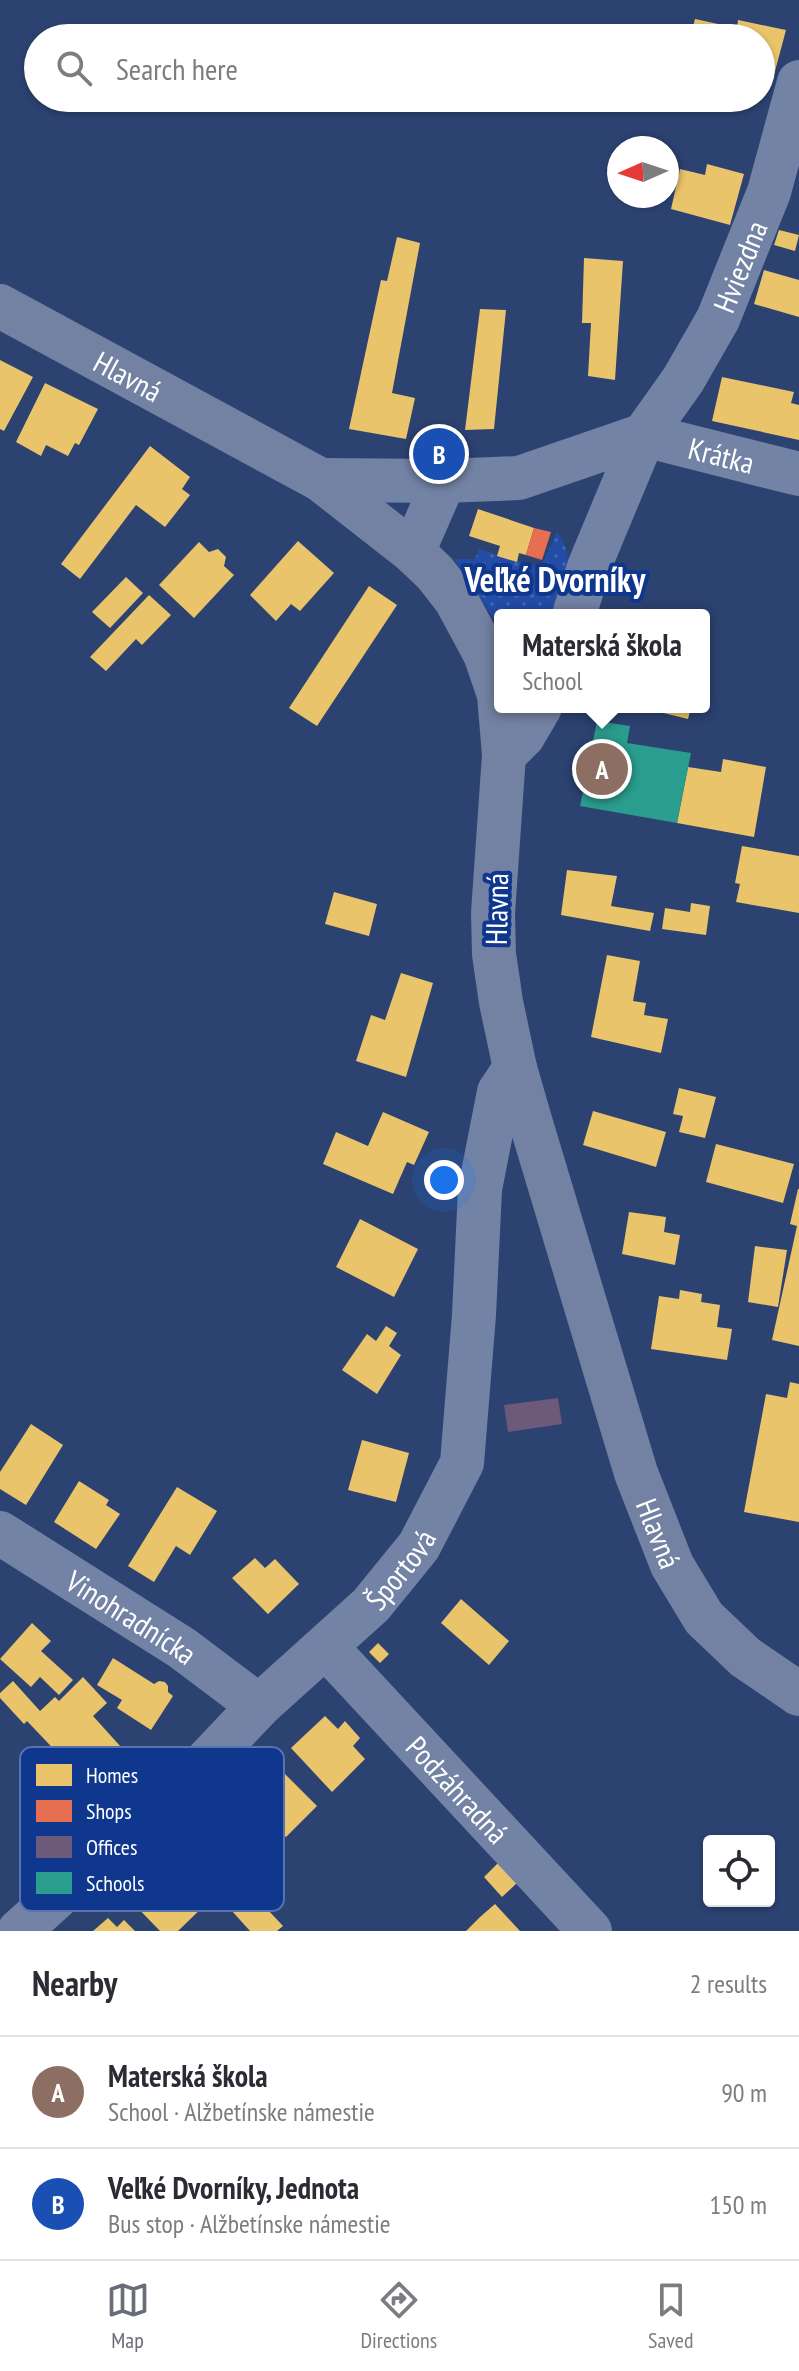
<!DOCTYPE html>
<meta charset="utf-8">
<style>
body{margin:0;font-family:"PT Sans Narrow",sans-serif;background:#f7f7f7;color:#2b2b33}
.controls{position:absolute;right:24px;bottom:24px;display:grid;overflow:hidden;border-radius:8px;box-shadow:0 2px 6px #0004}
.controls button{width:72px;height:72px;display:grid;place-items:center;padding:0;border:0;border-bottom:2px solid #e1e1e2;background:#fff;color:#2b2b33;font:40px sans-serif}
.compass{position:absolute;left:607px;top:136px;width:72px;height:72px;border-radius:50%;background:#fff;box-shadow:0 2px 6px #0004;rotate:267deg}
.you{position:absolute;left:444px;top:1180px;width:28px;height:28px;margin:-20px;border:6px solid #fff;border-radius:50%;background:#1a73e8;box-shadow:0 0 0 12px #1a73e833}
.badge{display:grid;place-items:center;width:52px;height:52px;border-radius:50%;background:#696d78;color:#fff;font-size:26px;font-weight:700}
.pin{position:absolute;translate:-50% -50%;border:4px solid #fff;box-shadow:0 2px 8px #0006}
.popup{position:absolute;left:494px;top:609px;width:216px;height:104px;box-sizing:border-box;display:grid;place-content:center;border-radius:8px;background:#fff;filter:drop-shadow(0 2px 6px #0005);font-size:26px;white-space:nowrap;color:#7c7c81}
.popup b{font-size:30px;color:#2b2b33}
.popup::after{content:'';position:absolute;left:50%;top:100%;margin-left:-16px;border:16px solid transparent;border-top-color:#fff}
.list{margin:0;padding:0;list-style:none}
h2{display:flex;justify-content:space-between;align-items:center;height:104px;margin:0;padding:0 32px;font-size:34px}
h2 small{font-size:26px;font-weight:400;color:#7c7c81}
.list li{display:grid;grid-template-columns:52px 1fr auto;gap:24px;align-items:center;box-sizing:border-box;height:112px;padding:0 32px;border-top:2px solid #e1e1e2}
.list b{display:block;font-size:30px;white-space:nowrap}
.list p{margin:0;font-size:26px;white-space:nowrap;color:#7c7c81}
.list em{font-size:26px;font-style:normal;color:#7c7c81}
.icon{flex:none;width:44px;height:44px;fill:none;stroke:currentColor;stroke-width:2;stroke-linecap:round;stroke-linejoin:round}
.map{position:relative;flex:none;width:799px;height:1931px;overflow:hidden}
.search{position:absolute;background:#fff;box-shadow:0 2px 6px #0004;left:24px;right:24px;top:24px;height:88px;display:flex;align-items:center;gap:20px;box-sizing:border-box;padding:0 28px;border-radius:44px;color:#7c7c81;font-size:30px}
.sheet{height:328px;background:#fff}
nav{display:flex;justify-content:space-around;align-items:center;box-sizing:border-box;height:112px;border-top:2px solid #e1e1e2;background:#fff;font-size:22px;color:#7c7c81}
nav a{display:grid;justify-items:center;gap:4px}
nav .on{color:#696d78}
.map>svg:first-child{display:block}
</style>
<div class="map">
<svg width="799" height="1931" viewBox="0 0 799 1931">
<defs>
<pattern id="grass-dots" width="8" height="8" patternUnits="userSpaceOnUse" patternTransform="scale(2)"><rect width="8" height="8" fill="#224ca6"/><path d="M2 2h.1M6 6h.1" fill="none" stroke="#4367b3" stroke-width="1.8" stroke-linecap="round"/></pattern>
</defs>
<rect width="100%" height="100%" fill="#2c4271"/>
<path fill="url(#grass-dots)" d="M 557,532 C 578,561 566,585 555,615 L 500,615 L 500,628 L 454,559 L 475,559 L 479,549 L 540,568 Z"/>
<path fill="#e9c46a" d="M 695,19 L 737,28 L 738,20 L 786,30 L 774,75 L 761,72 L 761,38 L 690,38 Z
M 707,164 L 744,174 L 730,225 L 671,209 L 680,169 L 705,175 Z
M 779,230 L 799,235 L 795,251 L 774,245 Z
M 397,237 L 420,243 L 392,393 L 415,398 L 406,439 L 349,429 L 381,280 L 387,281 Z
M 584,258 L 623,261 L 615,380 L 588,376 L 591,323 L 582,323 Z
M 764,270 L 799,280 L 799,317 L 754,304 Z
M 480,309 L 506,310 L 494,429 L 465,430 Z
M 0,360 L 33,377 L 4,431 L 0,429 Z
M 722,377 L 794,392 L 791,403 L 799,405 L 799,440 L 712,421 Z
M 45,383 L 98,409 L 79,445 L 75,443 L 68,456 L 46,445 L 41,456 L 16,442 Z
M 150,446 L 190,477 L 182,489 L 190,495 L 165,527 L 136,505 L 80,579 L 61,564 Z
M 478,509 L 534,528 L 526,555 L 519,553 L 517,562 L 497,556 L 500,546 L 469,536 Z
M 298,541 L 334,573 L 300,611 L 291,604 L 276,621 L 250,595 Z
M 199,542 L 209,552 L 218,549 L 226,557 L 224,566 L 234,575 L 194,618 L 159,585 Z
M 126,577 L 143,593 L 110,628 L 92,612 Z
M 369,586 L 397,605 L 317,726 L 289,708 Z
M 149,595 L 171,615 L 142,645 L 136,639 L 106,671 L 90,657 Z
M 639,707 L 691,707 L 688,719 Z
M 723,759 L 766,767 L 754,837 L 677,823 L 688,767 L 721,772 Z
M 742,846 L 799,856 L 799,913 L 736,902 L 740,884 L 735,883 Z
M 567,870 L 617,876 L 611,906 L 654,913 L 650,931 L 561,915 Z
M 334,892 L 377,904 L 369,936 L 325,924 Z
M 691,903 L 710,906 L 706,935 L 662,929 L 665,908 L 690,912 Z
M 607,955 L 640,961 L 633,1001 L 646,1003 L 644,1015 L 668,1019 L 661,1053 L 591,1037 Z
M 401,973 L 433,983 L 406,1077 L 356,1061 L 371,1015 L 385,1020 Z
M 679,1088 L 716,1097 L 705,1138 L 679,1132 L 683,1116 L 673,1114 Z
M 593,1111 L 666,1132 L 656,1167 L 583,1145 Z
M 383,1112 L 429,1132 L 414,1165 L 407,1162 L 393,1194 L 323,1164 L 336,1132 L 368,1146 Z
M 716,1144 L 794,1164 L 783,1203 L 706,1182 Z
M 798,1189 L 799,1189 L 799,1346 L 772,1340 L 797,1226 L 790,1224 Z
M 629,1212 L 666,1217 L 664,1232 L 680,1235 L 675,1265 L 622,1254 Z
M 360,1219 L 418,1249 L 394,1297 L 336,1267 Z
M 755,1246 L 787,1250 L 778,1307 L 748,1302 Z
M 680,1290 L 702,1294 L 701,1302 L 720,1305 L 717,1327 L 732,1329 L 727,1360 L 651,1349 L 659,1296 L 679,1299 Z
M 386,1326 L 397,1333 L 389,1346 L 401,1355 L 377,1394 L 342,1370 L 367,1334 L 376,1341 Z
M 790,1382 L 799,1384 L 799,1522 L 744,1512 L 766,1394 L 787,1398 Z
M 31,1424 L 63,1445 L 26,1505 L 0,1489 L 0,1472 Z
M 362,1440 L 409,1453 L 396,1502 L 348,1490 Z
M 79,1481 L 109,1500 L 106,1505 L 120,1514 L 96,1549 L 54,1522 Z
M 177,1487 L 217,1511 L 190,1555 L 176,1546 L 154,1582 L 128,1566 Z
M 255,1558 L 265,1568 L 275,1559 L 299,1584 L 268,1614 L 232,1578 Z
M 461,1599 L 509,1641 L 489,1665 L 441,1623 Z
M 32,1623 L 51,1641 L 41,1651 L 73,1680 L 59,1695 L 40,1677 L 31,1687 L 0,1659 Z
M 378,1643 L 389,1654 L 380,1663 L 369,1652 Z
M 113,1658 L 154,1684 L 159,1681 L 165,1682 L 168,1686 L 168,1692 L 173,1696 L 151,1730 L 117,1708 L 122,1700 L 97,1685 Z
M 83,1677 L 107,1703 L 93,1716 L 121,1747 L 84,1781 L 27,1721 L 24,1724 L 0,1698 L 0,1693 L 13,1681 L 40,1711 L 55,1697 L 59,1701 Z
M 325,1716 L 338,1729 L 345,1721 L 360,1738 L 353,1746 L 365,1759 L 332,1792 L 291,1748 Z
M 279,1768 L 317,1806 L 286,1837 L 248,1799 Z
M 213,1819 L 224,1830 L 230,1824 L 260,1856 L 237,1877 L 283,1926 L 277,1931 L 250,1931 L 178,1851 Z
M 498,1863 L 517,1883 L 502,1897 L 484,1877 Z
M 163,1869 L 182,1887 L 191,1878 L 210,1900 L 178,1931 L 160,1931 L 129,1899 Z
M 495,1904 L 520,1931 L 466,1931 L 480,1917 Z
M 108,1918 L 117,1927 L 124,1920 L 135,1931 L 93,1931 Z"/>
<path fill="#e76f51" d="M 534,528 L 551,532 L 542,560 L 526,555 Z"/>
<path fill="#6d597a" d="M 558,1398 L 562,1424 L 508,1432 L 504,1405 Z"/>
<path fill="#2a9d8f" d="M 597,721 L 630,726 L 627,743 L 691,753 L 677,823 L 580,806 Z"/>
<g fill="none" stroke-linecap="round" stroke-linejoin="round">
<g stroke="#7383a5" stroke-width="44">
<path id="s1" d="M 644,435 L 799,474"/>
<path d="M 321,480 L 444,481 L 519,478 L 644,435"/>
<path d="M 413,552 L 444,481"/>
<path id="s2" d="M 574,615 L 589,567 L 644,435 L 683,380 L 718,319 L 769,192 L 799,82"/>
<path d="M 504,755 L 523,736 L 540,707"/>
<path id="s3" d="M 0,1533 L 182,1648 L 259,1706"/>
<path id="s4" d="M 326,1647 L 590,1931"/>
<path id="s5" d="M 19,1931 L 204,1764 L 259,1706 L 371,1605 L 419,1546 L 462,1463 L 474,1315 L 480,1189 L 499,1092 L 515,1068"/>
</g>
<path stroke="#7382a3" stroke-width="44" id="s6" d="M 0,306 L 321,480 L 413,552 L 435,573 L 456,600 L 485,654 L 499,695 L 504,755 L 493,913 L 494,954 L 501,1002 L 515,1068 L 530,1120 L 636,1473 L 672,1565 L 704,1618 L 745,1657 L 799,1694"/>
</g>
<g text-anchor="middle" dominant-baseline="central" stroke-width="8" stroke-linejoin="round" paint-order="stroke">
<g font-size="30" fill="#fff" stroke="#0f378e">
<text stroke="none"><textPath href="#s2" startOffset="388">Hviezdna</textPath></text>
<text stroke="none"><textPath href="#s6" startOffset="146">Hlavná</textPath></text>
<text stroke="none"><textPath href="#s1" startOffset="80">Krátka</textPath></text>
<text transform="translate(496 909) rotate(-89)">Hlavná</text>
<text stroke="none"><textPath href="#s6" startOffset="1514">Hlavná</textPath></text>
<text stroke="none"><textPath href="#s5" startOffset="526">Športová</textPath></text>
<text stroke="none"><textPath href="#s3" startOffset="156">Vinohradnícka</textPath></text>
<text stroke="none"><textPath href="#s4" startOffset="194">Podzáhradná</textPath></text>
</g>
<g font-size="34" font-weight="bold" fill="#fff" stroke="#0f378e">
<text x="555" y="579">Veľké Dvorníky</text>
</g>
</g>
<rect x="20" y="1747" width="264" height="164" rx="12" fill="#0f378e" stroke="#5773b0" stroke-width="2"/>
<rect x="36" y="1764" width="36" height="22" fill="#e9c46a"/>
<rect x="36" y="1800" width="36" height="22" fill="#e76f51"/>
<rect x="36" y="1836" width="36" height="22" fill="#6d597a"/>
<rect x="36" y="1872" width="36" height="22" fill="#2a9d8f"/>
<g font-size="22" fill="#fff">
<text x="86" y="1783">Homes</text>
<text x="86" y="1819">Shops</text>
<text x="86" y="1855">Offices</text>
<text x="86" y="1891">Schools</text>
</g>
</svg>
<div class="controls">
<button><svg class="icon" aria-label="locate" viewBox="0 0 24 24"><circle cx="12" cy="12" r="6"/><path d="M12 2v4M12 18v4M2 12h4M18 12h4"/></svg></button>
</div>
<svg class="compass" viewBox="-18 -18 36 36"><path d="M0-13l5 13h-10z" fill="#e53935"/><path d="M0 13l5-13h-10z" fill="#7c7c81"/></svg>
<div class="you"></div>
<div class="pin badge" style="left:602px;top:769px;background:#8d6e63">A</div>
<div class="popup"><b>Materská škola</b>School</div>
<div class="pin badge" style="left:439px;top:454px;background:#1a4fb4">B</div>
<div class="search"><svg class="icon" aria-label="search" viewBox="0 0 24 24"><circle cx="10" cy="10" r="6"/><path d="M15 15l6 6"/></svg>Search here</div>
</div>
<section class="sheet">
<h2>Nearby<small>2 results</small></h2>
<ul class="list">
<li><span class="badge" style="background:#8d6e63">A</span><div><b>Materská škola</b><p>School · Alžbetínske námestie</p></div><em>90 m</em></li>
<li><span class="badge" style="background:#1a4fb4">B</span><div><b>Veľké Dvorníky, Jednota</b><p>Bus stop · Alžbetínske námestie</p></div><em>150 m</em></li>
</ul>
</section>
<nav>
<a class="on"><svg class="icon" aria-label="map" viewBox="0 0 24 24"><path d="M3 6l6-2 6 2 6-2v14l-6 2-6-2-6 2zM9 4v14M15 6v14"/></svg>Map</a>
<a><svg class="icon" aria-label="directions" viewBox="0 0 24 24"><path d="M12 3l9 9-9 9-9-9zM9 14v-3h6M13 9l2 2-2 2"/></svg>Directions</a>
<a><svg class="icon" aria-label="saved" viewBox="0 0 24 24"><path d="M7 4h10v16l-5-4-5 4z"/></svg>Saved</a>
</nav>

(WORK REQUIRED)
Count every line above that includes the string "sheet", and answer with the count only.

(SOLUTION)
2